Have you ever got all the way to work and didn’t remember how you got there, like I have done? We were on auto-pilot and the habit routine in our brains took over.

I got really interested in habits a little over a year ago as I began working on an experiment for a talk I gave at the Quantified Self Global Conference earlier this year, the event for people using self tracking tools to gain insights into their lives. I quickly learned if you could break down the habit process that occurs in your brain and take control of those habits, it could have a transforming affect and take more control over your auto-pilot mode.

It wasn’t too long after I gave that Quantified Self talk that I was in full habit formation mode and was ready to use all I had learned over the previous year to wake up earlier and be more productive — to become a morning person.

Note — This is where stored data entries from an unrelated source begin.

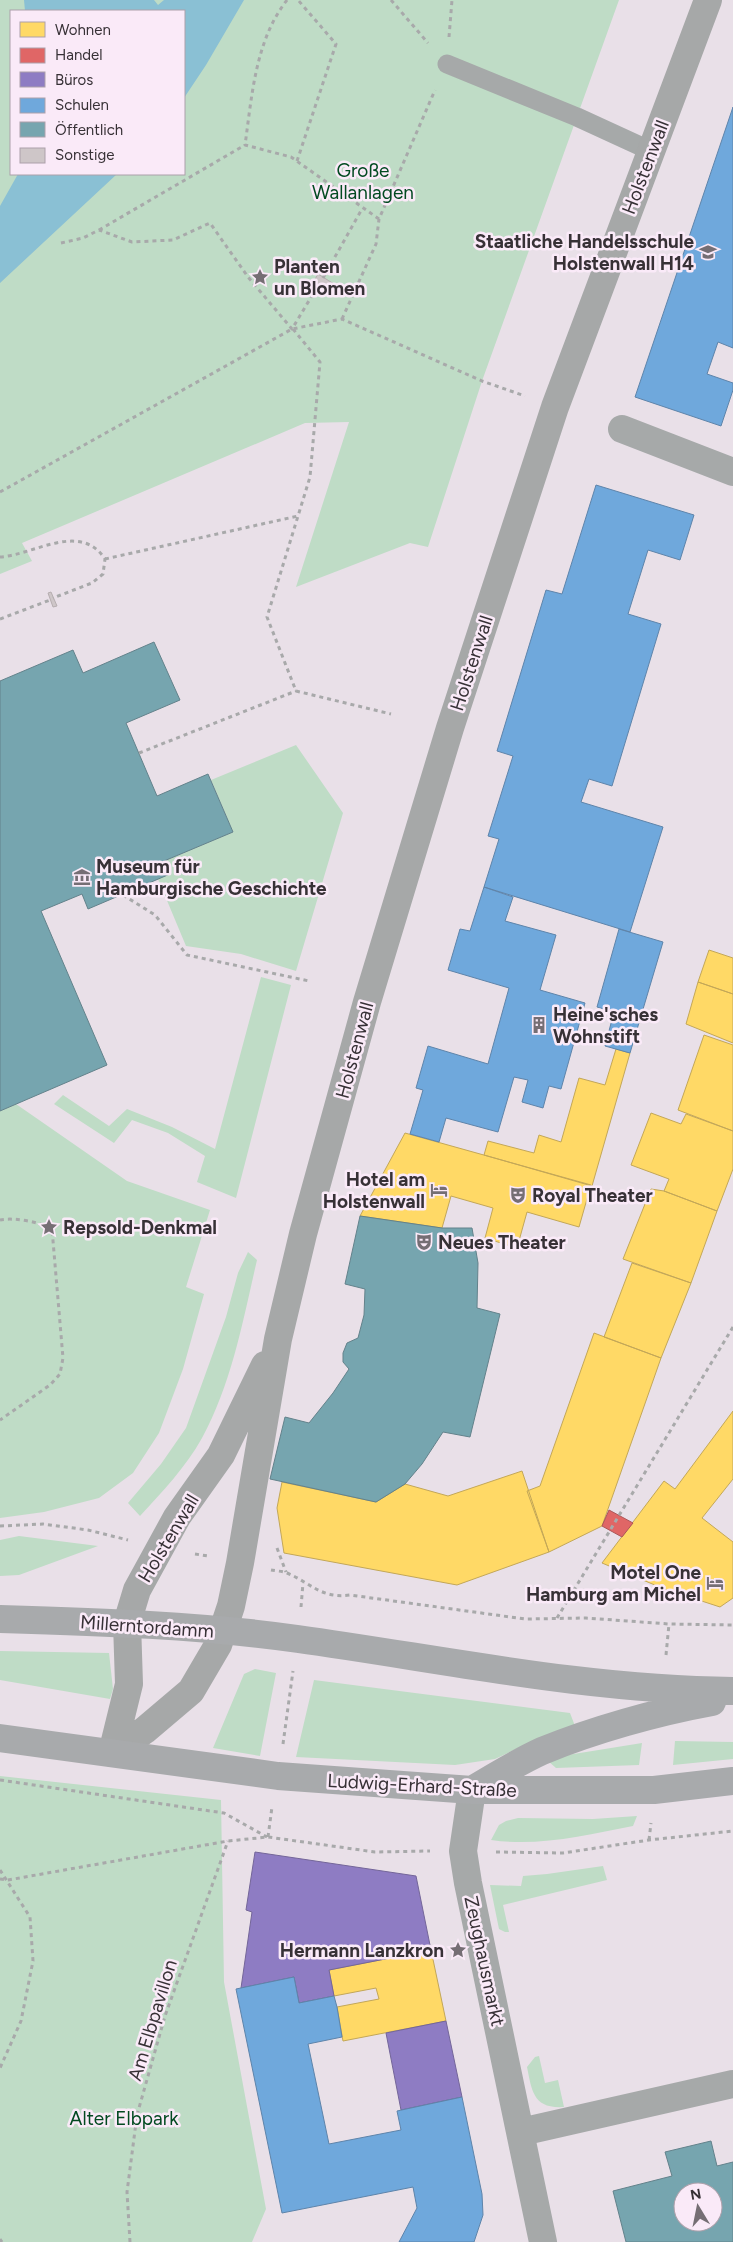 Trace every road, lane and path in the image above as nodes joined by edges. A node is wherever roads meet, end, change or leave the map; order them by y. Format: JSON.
{"nodes":[{"id":1,"x":287,"y":0,"type":"edge"},
{"id":2,"x":298,"y":0,"type":"edge"},
{"id":3,"x":391,"y":0,"type":"edge"},
{"id":4,"x":452,"y":0,"type":"edge"},
{"id":5,"x":708,"y":0,"type":"edge"},
{"id":6,"x":447,"y":64,"type":"junction"},
{"id":7,"x":245,"y":145,"type":"junction"},
{"id":8,"x":651,"y":151,"type":"junction"},
{"id":9,"x":297,"y":161,"type":"junction"},
{"id":10,"x":362,"y":208,"type":"junction"},
{"id":11,"x":379,"y":219,"type":"junction"},
{"id":12,"x":99,"y":230,"type":"junction"},
{"id":13,"x":62,"y":243,"type":"dead end"},
{"id":14,"x":323,"y":278,"type":"dead end"},
{"id":15,"x":319,"y":284,"type":"dead end"},
{"id":16,"x":342,"y":319,"type":"junction"},
{"id":17,"x":292,"y":329,"type":"junction"},
{"id":18,"x":555,"y":407,"type":"junction"},
{"id":19,"x":622,"y":429,"type":"dead end"},
{"id":20,"x":733,"y":472,"type":"edge"},
{"id":21,"x":0,"y":492,"type":"edge"},
{"id":22,"x":298,"y":516,"type":"junction"},
{"id":23,"x":0,"y":557,"type":"edge"},
{"id":24,"x":105,"y":559,"type":"junction"},
{"id":25,"x":0,"y":619,"type":"edge"},
{"id":26,"x":296,"y":691,"type":"junction"},
{"id":27,"x":391,"y":714,"type":"dead end"},
{"id":28,"x":139,"y":753,"type":"dead end"},
{"id":29,"x":123,"y":894,"type":"dead end"},
{"id":30,"x":309,"y":981,"type":"dead end"},
{"id":31,"x":0,"y":1220,"type":"edge"},
{"id":32,"x":733,"y":1327,"type":"edge"},
{"id":33,"x":278,"y":1339,"type":"junction"},
{"id":34,"x":0,"y":1420,"type":"edge"},
{"id":35,"x":0,"y":1526,"type":"edge"},
{"id":36,"x":116,"y":1538,"type":"dead end"},
{"id":37,"x":270,"y":1570,"type":"dead end"},
{"id":38,"x":303,"y":1583,"type":"junction"},
{"id":39,"x":301,"y":1608,"type":"dead end"},
{"id":40,"x":557,"y":1618,"type":"junction"},
{"id":41,"x":0,"y":1620,"type":"edge"},
{"id":42,"x":127,"y":1623,"type":"junction"},
{"id":43,"x":733,"y":1625,"type":"edge"},
{"id":44,"x":224,"y":1630,"type":"junction"},
{"id":45,"x":292,"y":1676,"type":"dead end"},
{"id":46,"x":733,"y":1691,"type":"edge"},
{"id":47,"x":733,"y":1698,"type":"edge"},
{"id":48,"x":0,"y":1738,"type":"edge"},
{"id":49,"x":282,"y":1748,"type":"dead end"},
{"id":50,"x":112,"y":1753,"type":"junction"},
{"id":51,"x":0,"y":1780,"type":"edge"},
{"id":52,"x":733,"y":1781,"type":"edge"},
{"id":53,"x":472,"y":1790,"type":"junction"},
{"id":54,"x":273,"y":1802,"type":"dead end"},
{"id":55,"x":733,"y":1831,"type":"edge"},
{"id":56,"x":268,"y":1838,"type":"junction"},
{"id":57,"x":228,"y":1841,"type":"junction"},
{"id":58,"x":437,"y":1850,"type":"dead end"},
{"id":59,"x":490,"y":1852,"type":"dead end"},
{"id":60,"x":0,"y":1870,"type":"edge"},
{"id":61,"x":0,"y":1879,"type":"edge"},
{"id":62,"x":8,"y":1880,"type":"junction"},
{"id":63,"x":0,"y":2068,"type":"edge"},
{"id":64,"x":733,"y":2084,"type":"edge"},
{"id":65,"x":521,"y":2132,"type":"junction"},
{"id":66,"x":130,"y":2242,"type":"edge"},
{"id":67,"x":543,"y":2242,"type":"edge"}],
"edges":[{"from":1,"to":7,"type":"path"},
{"from":2,"to":9,"type":"path"},
{"from":3,"to":6,"type":"path"},
{"from":4,"to":6,"type":"path"},
{"from":5,"to":8,"type":"main road","name":"Holstenwall"},
{"from":6,"to":8,"type":"lane"},
{"from":6,"to":11,"type":"path"},
{"from":7,"to":9,"type":"path"},
{"from":7,"to":12,"type":"path"},
{"from":8,"to":18,"type":"main road","name":"Holstenwall"},
{"from":9,"to":10,"type":"path"},
{"from":10,"to":11,"type":"path"},
{"from":10,"to":14,"type":"path"},
{"from":11,"to":16,"type":"path"},
{"from":12,"to":13,"type":"path"},
{"from":12,"to":17,"type":"path"},
{"from":15,"to":17,"type":"path"},
{"from":16,"to":17,"type":"path"},
{"from":16,"to":18,"type":"path"},
{"from":17,"to":21,"type":"path"},
{"from":17,"to":22,"type":"path"},
{"from":18,"to":33,"type":"main road","name":"Holstenwall"},
{"from":19,"to":20,"type":"street"},
{"from":22,"to":24,"type":"path"},
{"from":22,"to":26,"type":"path"},
{"from":23,"to":24,"type":"path"},
{"from":24,"to":25,"type":"path"},
{"from":26,"to":27,"type":"path"},
{"from":26,"to":28,"type":"path"},
{"from":29,"to":30,"type":"path"},
{"from":31,"to":34,"type":"path"},
{"from":32,"to":40,"type":"path"},
{"from":33,"to":42,"type":"main road","name":"Holstenwall"},
{"from":33,"to":44,"type":"main road","name":"Holstenwall"},
{"from":35,"to":36,"type":"path"},
{"from":37,"to":38,"type":"path"},
{"from":38,"to":39,"type":"path"},
{"from":38,"to":40,"type":"path"},
{"from":40,"to":43,"type":"path"},
{"from":41,"to":42,"type":"main road","name":"Millerntordamm"},
{"from":42,"to":44,"type":"main road","name":"Millerntordamm"},
{"from":42,"to":50,"type":"main road","name":"Holstenwall"},
{"from":44,"to":46,"type":"main road"},
{"from":44,"to":50,"type":"main road","name":"Millerntordamm"},
{"from":45,"to":49,"type":"path"},
{"from":47,"to":53,"type":"main road"},
{"from":48,"to":50,"type":"main road"},
{"from":50,"to":53,"type":"main road","name":"Ludwig-Erhard-Straße"},
{"from":51,"to":56,"type":"path"},
{"from":52,"to":53,"type":"main road","name":"Ludwig-Erhard-Straße"},
{"from":53,"to":65,"type":"street","name":"Zeughausmarkt"},
{"from":54,"to":56,"type":"path"},
{"from":55,"to":59,"type":"path"},
{"from":56,"to":57,"type":"path"},
{"from":56,"to":58,"type":"path"},
{"from":57,"to":62,"type":"path"},
{"from":57,"to":66,"type":"path","name":"Am Elbpavillon"},
{"from":60,"to":62,"type":"path"},
{"from":61,"to":62,"type":"path"},
{"from":62,"to":63,"type":"path"},
{"from":64,"to":65,"type":"street"},
{"from":65,"to":67,"type":"street","name":"Zeughausmarkt"}]} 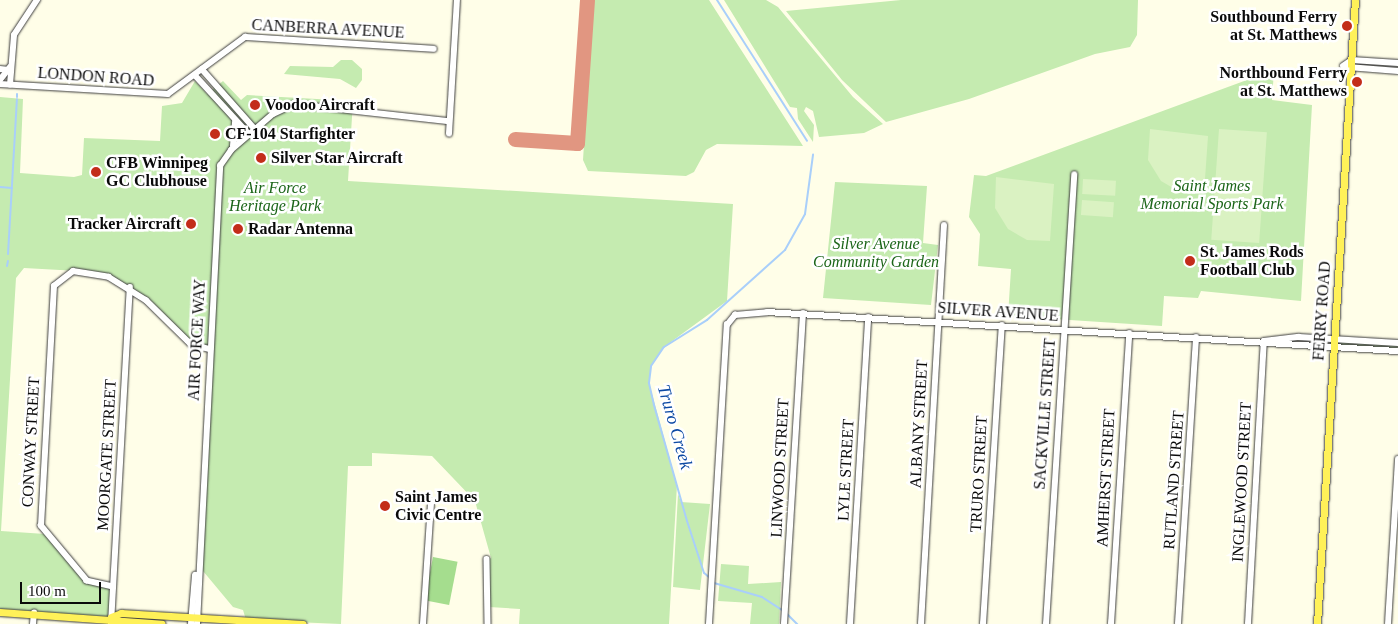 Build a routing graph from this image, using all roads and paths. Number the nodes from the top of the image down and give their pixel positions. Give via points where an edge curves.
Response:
1 (37, 0) edge
2 (457, 0) edge
3 (1355, 0) edge
4 (434, 49) dead end
5 (1352, 60) junction
6 (1398, 63) edge
7 (10, 68) junction
8 (1351, 68) junction
9 (0, 69) edge
10 (202, 69) junction
11 (1398, 71) edge
12 (195, 75) junction
13 (0, 80) edge
14 (0, 84) edge
15 (10, 85) junction
16 (234, 119) junction
17 (450, 121) junction
18 (255, 129) junction
19 (249, 134) junction
20 (449, 134) dead end
21 (231, 150) junction
22 (1074, 175) dead end
23 (944, 226) dead end
24 (130, 288) junction
25 (803, 314) junction
26 (868, 318) junction
27 (938, 322) junction
28 (1002, 326) junction
29 (1064, 330) junction
30 (1129, 334) junction
31 (1196, 338) junction
32 (1334, 339) junction
33 (1264, 341) junction
34 (1398, 343) edge
35 (1334, 348) junction
36 (210, 349) junction
37 (1398, 351) edge
38 (1398, 459) edge
39 (431, 503) dead end
40 (487, 559) dead end
41 (113, 587) junction
42 (0, 612) edge
43 (34, 613) junction
44 (111, 620) edge
45 (194, 621) edge
46 (785, 622) edge
47 (278, 623) edge
48 (33, 624) edge
49 (162, 624) edge
50 (303, 624) edge
51 (423, 624) edge
52 (488, 624) edge
53 (709, 624) edge
54 (850, 624) edge
55 (921, 624) edge
56 (983, 624) edge
57 (1046, 624) edge
58 (1111, 624) edge
59 (1178, 624) edge
60 (1248, 624) edge
61 (1317, 624) edge
62 (1388, 624) edge

1 - 7 street via 16,30
2 - 17 street
3 - 5 main road, FERRY ROAD
4 - 10 street, CANBERRA AVENUE via 245,37
5 - 6 street
5 - 8 main road, FERRY ROAD
7 - 9 street
7 - 13 street
7 - 15 street
8 - 11 street
8 - 32 main road, FERRY ROAD
10 - 12 street, LONDON ROAD
10 - 18 street
12 - 15 street, LONDON ROAD via 177,91 162,95
12 - 16 street
14 - 15 street, LONDON ROAD
16 - 19 street
16 - 21 street via 237,137
17 - 18 street, AIR FORCE WAY via 300,104 278,110
17 - 20 street
18 - 19 street, AIR FORCE WAY
19 - 21 street, AIR FORCE WAY
21 - 36 street, AIR FORCE WAY via 216,178
22 - 29 street, SACKVILLE STREET
23 - 27 street, ALBANY STREET
24 - 36 street via 191,344
24 - 41 street, MOORGATE STREET
24 - 41 street, CONWAY STREET via 101,275 73,271 58,280 53,293 40,522 44,534 82,576 95,585
25 - 26 street, SILVER AVENUE
25 - 46 street, LINWOOD STREET
25 - 53 street, SILVER AVENUE via 751,312 732,318 727,325
26 - 27 street, SILVER AVENUE
26 - 54 street, LYLE STREET
27 - 28 street, SILVER AVENUE
27 - 55 street, ALBANY STREET
28 - 29 street, SILVER AVENUE
28 - 56 street, TRURO STREET
29 - 30 street, SILVER AVENUE
29 - 57 street, SACKVILLE STREET
30 - 31 street, SILVER AVENUE
30 - 58 street, AMHERST STREET
31 - 33 street, SILVER AVENUE
31 - 59 street, RUTLAND STREET
32 - 33 street, SILVER AVENUE
32 - 34 street, SILVER AVENUE
32 - 35 main road, FERRY ROAD
33 - 35 street, SILVER AVENUE
33 - 60 street, INGLEWOOD STREET
35 - 37 street, SILVER AVENUE
35 - 61 main road, FERRY ROAD
36 - 45 street, AIR FORCE WAY
38 - 62 street
39 - 51 street
40 - 52 street
41 - 44 street, MOORGATE STREET
42 - 43 main road
43 - 44 main road
43 - 48 street
44 - 45 main road
44 - 49 main road
45 - 47 main road
47 - 50 main road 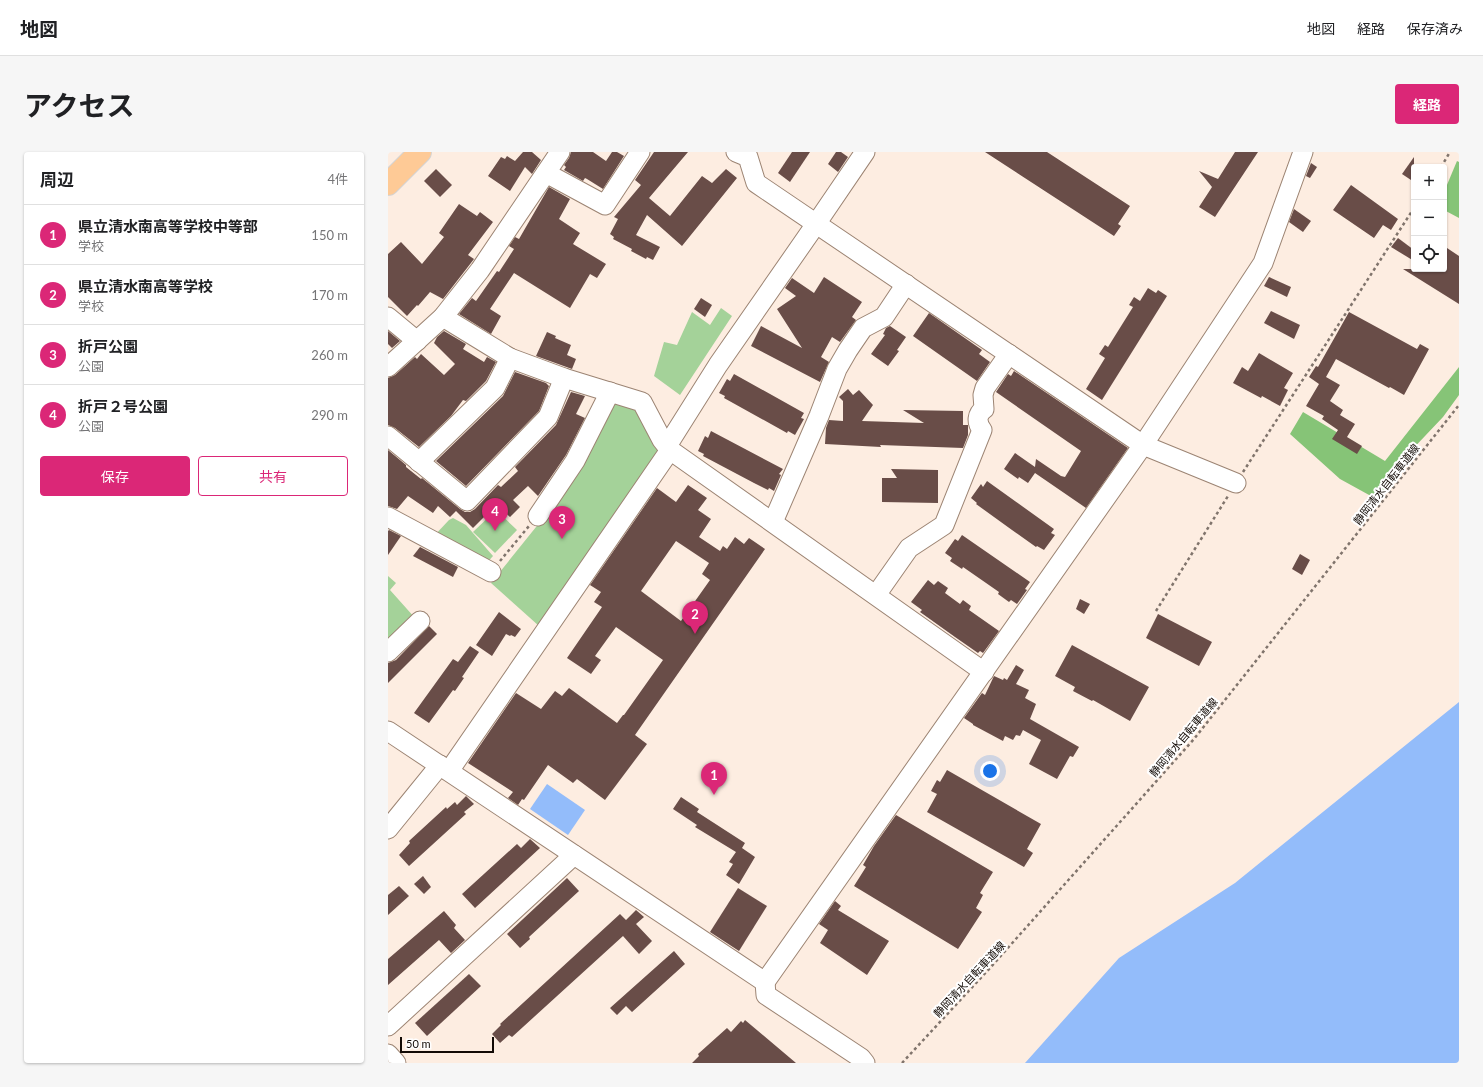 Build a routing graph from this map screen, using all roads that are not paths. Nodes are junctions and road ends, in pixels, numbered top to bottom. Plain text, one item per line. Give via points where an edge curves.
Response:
1 (420, 152) edge
2 (560, 152) edge
3 (640, 152) edge
4 (736, 152) edge
5 (865, 152) edge
6 (1303, 152) edge
7 (546, 172) junction
8 (388, 184) edge
9 (816, 224) junction
10 (906, 284) junction
11 (388, 317) edge
12 (443, 317) junction
13 (417, 341) junction
14 (1009, 354) junction
15 (510, 358) junction
16 (388, 367) edge
17 (564, 378) junction
18 (610, 392) junction
19 (388, 436) edge
20 (1143, 445) junction
21 (669, 448) junction
22 (419, 462) junction
23 (1236, 483) road end
24 (538, 516) road end
25 (388, 517) edge
26 (772, 522) junction
27 (491, 572) road end
28 (876, 595) junction
29 (420, 621) dead end
30 (388, 652) edge
31 (984, 672) junction
32 (388, 731) edge
33 (444, 768) junction
34 (388, 829) edge
35 (574, 855) junction
36 (766, 982) junction
37 (388, 1026) edge
38 (388, 1054) edge
39 (863, 1061) edge
40 (396, 1063) edge

1 - 8 main road
2 - 7 street
3 - 7 street via 605,205
4 - 9 street via 748,158 756,183
5 - 9 street
6 - 20 street via 1263,263
7 - 12 street via 480,270
9 - 10 street
9 - 21 street via 718,365
10 - 14 street
10 - 26 street via 884,317 863,328 848,350
11 - 13 street
12 - 13 street
12 - 15 street
13 - 16 street
14 - 20 street
14 - 28 street via 985,388 984,409 978,418 978,425 982,430 944,525 909,548
15 - 17 street
15 - 22 street via 495,388
17 - 18 street
17 - 22 street via 548,417 467,501
18 - 21 street via 642,402
18 - 24 street via 575,462
19 - 22 street
20 - 23 street
20 - 31 street
21 - 26 street
21 - 33 street
25 - 27 street
26 - 28 street
28 - 31 street
29 - 30 street
31 - 36 street
32 - 33 street
33 - 34 street
33 - 35 street
35 - 36 street
35 - 37 street
36 - 39 street via 766,995
38 - 40 street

This is the story of the surprising things I learned along the way, using behavioral change and habit formation to get my grumpy butt out of bed and thrive in the morning hours.

Habit Forming Products

I was deep in my Quantified Self experiment and looking at correlations in my data when I started researching habit formation more deeply. I ended up for a meetup hosted by Yelp HQ in San Francisco for a talk by author Nir Eyal. I wanted to learn more about how the same habit formation approach I was researching for my personal wake up experiment was a key part of the business strategy and product design of so many of our everyday products.

Eyal says that a habit is done with little or no conscious thought. In business terms, a “hook” is an experience that connects a person’s problem to a company’s solution with enough frequency that it becomes a habit.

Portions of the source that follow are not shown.